Several chromosomal abnormalities are associated with EA/TEF. Among these, trisomy 18 and 21 are the commonest.16 Nine (9.6%) of our patients had chromosomal abnormalities. The association of EA/TEF with trisomy 18 is of practical importance as in many centres these patients, because of the known outcome, will not be operated on and are left to die. However, this was not the case in our setting, where religious and social factors have to be considered. Add to this the fact that surgical repair makes it easier for the parents to care for them more comfortably until they die. Some of our patients had severe associated anomalies such as severe congenital heart disease, congenital diaphragmatic hernia with pulmonary hypoplasia, trisomy 18 and epidermolysis bullosa, which contributed to our overall high mortality. The association of EA/TEF with congenital diaphragmatic hernia is very rare and the majority died because of associated severe pulmonary hypoplasia.17
In 1962, Waterston proposed the risk classification of patients with EA.9 In recent years, however, and as a result of advances in neonatal intensive care, neonatal anesthesia, refinement in surgical techniques, and pre- and postoperative care, the outcome of these patients has improved markedly. In a large series of 148 patients with EA/TEF, the complication rates were anastomotic leak in 21%, anastomotic stricture in 18% and recurrent TEF in 12%.18 Our complication rates were anastomotic leak in 17%, anastomotic stricture in 13% and only one (1.4%) of our patients developed a recurrent fistula. These results are comparable with those reported from Western centres, but our overall mortality of 30.8% was high when compared with the less than 10% mortality reported from developed countries.4,18,19 Several factors contributed to this high mortality. Associated anomalies, especially major congenital heart disease, have become the most important predictor of survival in those with EA/TEF.8 This was the case in our series where 13 of our patients had associated anomalies that were severe enough to contribute to mortality.

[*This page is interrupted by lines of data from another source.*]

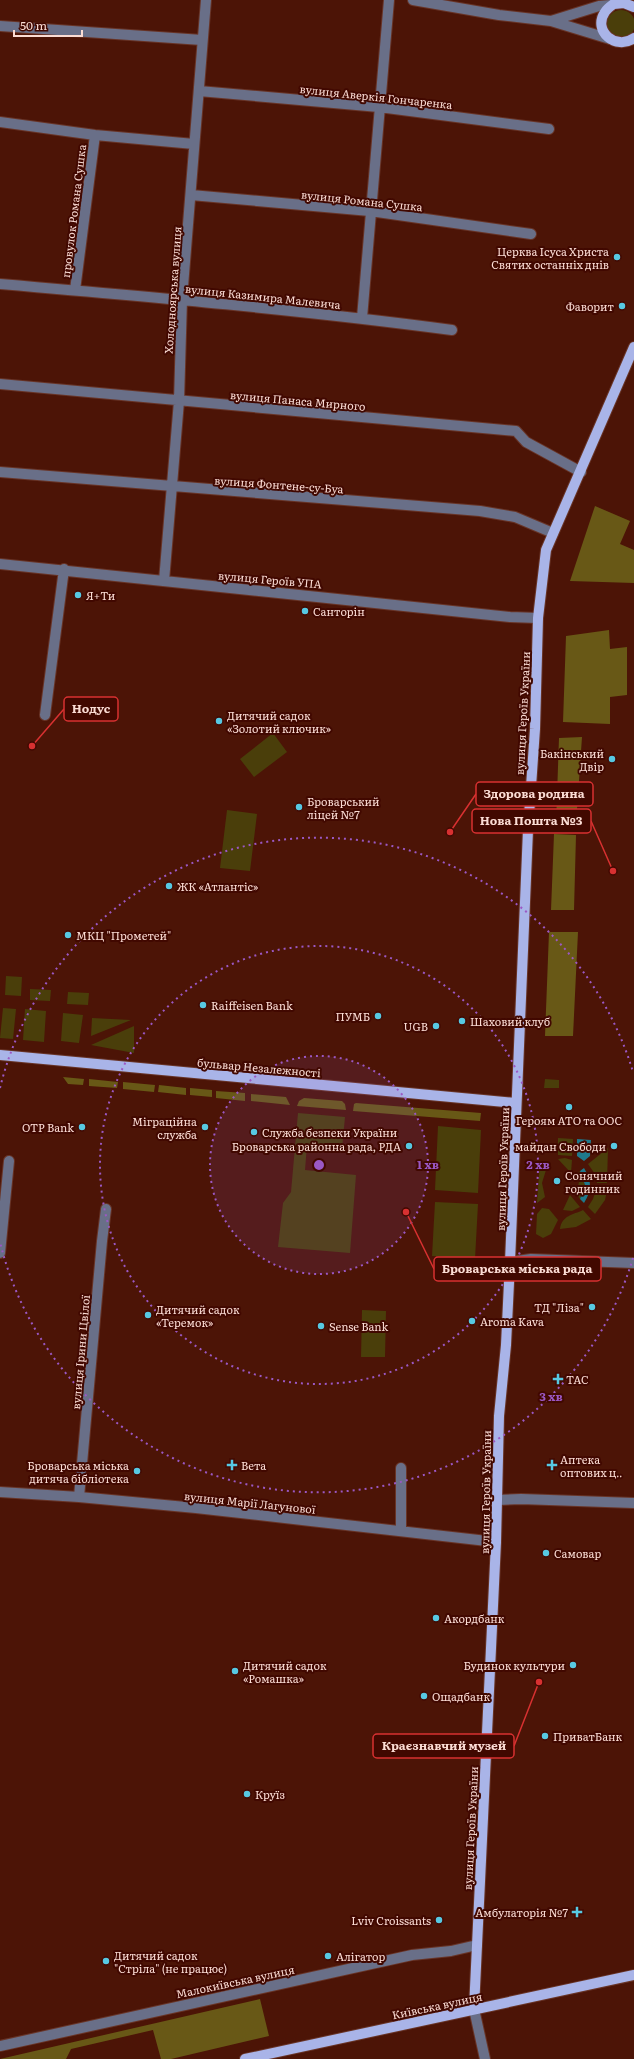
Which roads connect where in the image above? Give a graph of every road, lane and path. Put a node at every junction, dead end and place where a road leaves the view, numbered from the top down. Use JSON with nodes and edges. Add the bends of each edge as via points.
{"nodes":[{"id":1,"x":206,"y":0,"type":"edge"},
{"id":2,"x":389,"y":0,"type":"edge"},
{"id":3,"x":413,"y":0,"type":"edge"},
{"id":4,"x":615,"y":3,"type":"edge"},
{"id":5,"x":634,"y":7,"type":"edge"},
{"id":6,"x":550,"y":21,"type":"junction"},
{"id":7,"x":0,"y":26,"type":"edge"},
{"id":8,"x":634,"y":38,"type":"edge"},
{"id":9,"x":202,"y":40,"type":"junction"},
{"id":10,"x":614,"y":41,"type":"junction"},
{"id":11,"x":634,"y":49,"type":"edge"},
{"id":12,"x":199,"y":91,"type":"junction"},
{"id":13,"x":379,"y":107,"type":"junction"},
{"id":14,"x":0,"y":122,"type":"edge"},
{"id":15,"x":549,"y":129,"type":"dead end"},
{"id":16,"x":95,"y":135,"type":"junction"},
{"id":17,"x":194,"y":144,"type":"junction"},
{"id":18,"x":191,"y":195,"type":"junction"},
{"id":19,"x":370,"y":211,"type":"junction"},
{"id":20,"x":531,"y":234,"type":"dead end"},
{"id":21,"x":0,"y":284,"type":"edge"},
{"id":22,"x":75,"y":290,"type":"junction"},
{"id":23,"x":182,"y":299,"type":"junction"},
{"id":24,"x":362,"y":318,"type":"junction"},
{"id":25,"x":452,"y":330,"type":"dead end"},
{"id":26,"x":634,"y":347,"type":"edge"},
{"id":27,"x":0,"y":384,"type":"edge"},
{"id":28,"x":179,"y":401,"type":"junction"},
{"id":29,"x":0,"y":472,"type":"edge"},
{"id":30,"x":581,"y":472,"type":"junction"},
{"id":31,"x":172,"y":488,"type":"junction"},
{"id":32,"x":553,"y":533,"type":"junction"},
{"id":33,"x":0,"y":564,"type":"edge"},
{"id":34,"x":64,"y":569,"type":"junction"},
{"id":35,"x":164,"y":581,"type":"junction"},
{"id":36,"x":538,"y":618,"type":"junction"},
{"id":37,"x":45,"y":715,"type":"dead end"},
{"id":38,"x":0,"y":1055,"type":"edge"},
{"id":39,"x":516,"y":1103,"type":"junction"},
{"id":40,"x":8,"y":1161,"type":"dead end"},
{"id":41,"x":106,"y":1209,"type":"dead end"},
{"id":42,"x":0,"y":1253,"type":"edge"},
{"id":43,"x":510,"y":1262,"type":"junction"},
{"id":44,"x":634,"y":1263,"type":"edge"},
{"id":45,"x":401,"y":1468,"type":"dead end"},
{"id":46,"x":0,"y":1492,"type":"edge"},
{"id":47,"x":80,"y":1497,"type":"junction"},
{"id":48,"x":497,"y":1500,"type":"junction"},
{"id":49,"x":634,"y":1503,"type":"edge"},
{"id":50,"x":401,"y":1530,"type":"junction"},
{"id":51,"x":496,"y":1542,"type":"junction"},
{"id":52,"x":477,"y":1945,"type":"junction"},
{"id":53,"x":634,"y":1975,"type":"edge"},
{"id":54,"x":474,"y":2009,"type":"junction"},
{"id":55,"x":0,"y":2046,"type":"edge"},
{"id":56,"x":245,"y":2059,"type":"edge"},
{"id":57,"x":486,"y":2059,"type":"edge"}],
"edges":[{"from":1,"to":9,"type":"street","name":"Холодноярська вулиця"},
{"from":2,"to":13,"type":"street"},
{"from":3,"to":6,"type":"street"},
{"from":4,"to":5,"type":"main road"},
{"from":4,"to":6,"type":"street"},
{"from":4,"to":10,"type":"main road","via":[[604,12],[601,22],[603,31]]},
{"from":6,"to":10,"type":"street"},
{"from":7,"to":9,"type":"street"},
{"from":8,"to":10,"type":"main road","via":[[627,42]]},
{"from":9,"to":12,"type":"street","name":"Холодноярська вулиця"},
{"from":10,"to":11,"type":"main road"},
{"from":12,"to":13,"type":"street","name":"вулиця Аверкія Гончаренка"},
{"from":12,"to":17,"type":"street","name":"Холодноярська вулиця"},
{"from":13,"to":15,"type":"street","name":"вулиця Аверкія Гончаренка"},
{"from":13,"to":19,"type":"street"},
{"from":14,"to":16,"type":"street"},
{"from":16,"to":17,"type":"street"},
{"from":16,"to":22,"type":"street","name":"провулок Романа Сушка"},
{"from":17,"to":18,"type":"street","name":"Холодноярська вулиця"},
{"from":18,"to":19,"type":"street","name":"вулиця Романа Сушка"},
{"from":18,"to":23,"type":"street","name":"Холодноярська вулиця"},
{"from":19,"to":20,"type":"street","name":"вулиця Романа Сушка"},
{"from":19,"to":24,"type":"street"},
{"from":21,"to":22,"type":"street","name":"вулиця Казимира Малевича"},
{"from":22,"to":23,"type":"street","name":"вулиця Казимира Малевича"},
{"from":23,"to":24,"type":"street","name":"вулиця Казимира Малевича"},
{"from":23,"to":28,"type":"street","name":"Холодноярська вулиця"},
{"from":24,"to":25,"type":"street","name":"вулиця Казимира Малевича"},
{"from":26,"to":30,"type":"main road","name":"вулиця Героїв України"},
{"from":27,"to":28,"type":"street","name":"вулиця Панаса Мирного"},
{"from":28,"to":30,"type":"street","name":"вулиця Панаса Мирного","via":[[516,431],[526,442]]},
{"from":28,"to":31,"type":"street","name":"Холодноярська вулиця"},
{"from":29,"to":31,"type":"street","name":"вулиця Фонтене-су-Буа"},
{"from":30,"to":32,"type":"main road","name":"вулиця Героїв України"},
{"from":31,"to":32,"type":"street","name":"вулиця Фонтене-су-Буа","via":[[480,511],[515,517]]},
{"from":31,"to":35,"type":"street","name":"Холодноярська вулиця"},
{"from":32,"to":36,"type":"main road","name":"вулиця Героїв України","via":[[546,550]]},
{"from":33,"to":34,"type":"street","name":"вулиця Героїв УПА"},
{"from":34,"to":35,"type":"street","name":"вулиця Героїв УПА"},
{"from":34,"to":37,"type":"street"},
{"from":35,"to":36,"type":"street","name":"вулиця Героїв УПА"},
{"from":36,"to":39,"type":"main road","name":"вулиця Героїв України","via":[[535,729]]},
{"from":38,"to":39,"type":"main road","name":"бульвар Незалежності"},
{"from":39,"to":43,"type":"main road","name":"вулиця Героїв України"},
{"from":40,"to":42,"type":"street"},
{"from":41,"to":47,"type":"street","name":"вулиця Ірини Цвілої"},
{"from":43,"to":44,"type":"street","via":[[531,1259]]},
{"from":43,"to":48,"type":"main road","name":"вулиця Героїв України","via":[[499,1416]]},
{"from":45,"to":50,"type":"street"},
{"from":46,"to":47,"type":"street","name":"вулиця Марії Лагунової"},
{"from":47,"to":50,"type":"street","name":"вулиця Марії Лагунової"},
{"from":48,"to":49,"type":"street","via":[[521,1498]]},
{"from":48,"to":51,"type":"main road","name":"вулиця Героїв України"},
{"from":50,"to":51,"type":"street","name":"вулиця Марії Лагунової"},
{"from":51,"to":52,"type":"main road","name":"вулиця Героїв України"},
{"from":52,"to":54,"type":"main road","name":"вулиця Героїв України"},
{"from":52,"to":55,"type":"street","name":"Малокиївська вулиця","via":[[412,1955]]},
{"from":53,"to":54,"type":"main road","name":"Київська вулиця"},
{"from":54,"to":56,"type":"main road","name":"Київська вулиця"},
{"from":54,"to":57,"type":"street"}]}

Currently, the diagnosis of neonates with EA/TEF is made within the first few hours of life and arrangements are made to transfer the patient immediately to specialized centres where pediatric surgeons are available. A delay in diagnosis and transfer is reflected in the high incidence of aspiration pneumonia. In our series and since the majority of our patients were referrals from other hospitals, 39.4% had aspiration pneumonia on admission. Pediatricians and nursing staff caring for these patients should be aware of this, and a high degree of clinical suspicion should lead to early diagnosis. This is especially so in newborns with excessive salivation. It is also too late if the diagnosis is made or suspected when the baby chokes on feeds. The diagnosis can easily be confirmed by simply passing a nasogastric tube. The use of a contrast esophagogram to confirm the diagnosis should be abandoned as this will not only delay their transfer but also increases the risk of hypothermia and aspiration pneumonia.

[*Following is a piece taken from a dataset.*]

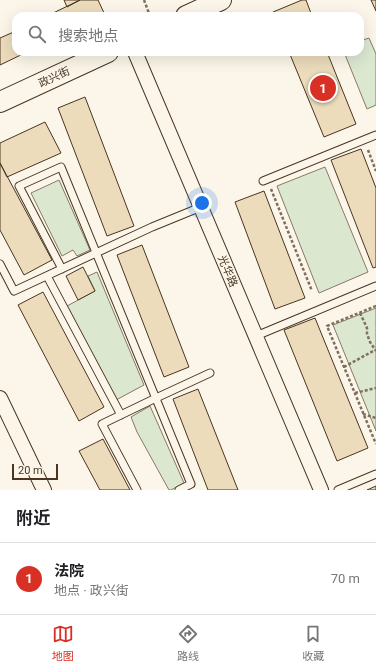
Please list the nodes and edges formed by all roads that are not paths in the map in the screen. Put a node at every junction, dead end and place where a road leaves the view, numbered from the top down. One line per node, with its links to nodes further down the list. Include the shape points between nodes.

Our overall mortality of 30.8% was high, but if major congenital malformations are excluded, sepsis was the most frequent cause of death. Several factors contribute to this, including prematurity, a delay in diagnosis with an increased incidence of aspiration pneumonia, and a shortage of qualified nurses to care for these patients. Prematurity and associated severe congenital anomalies are two factors that are beyond our control, but to improve overall outcome, all other factors contributing to sepsis should be evaluated and every effort should be made to overcome them. These include early diagnosis and early referral of these patients to specialized centres, continuous suction of saliva and the upper esophageal pouch while in hospital and during their transfer, avoidance of contrast media to confirm the diagnosis, and provision of adequate and well-trained nurses to take care of these patients.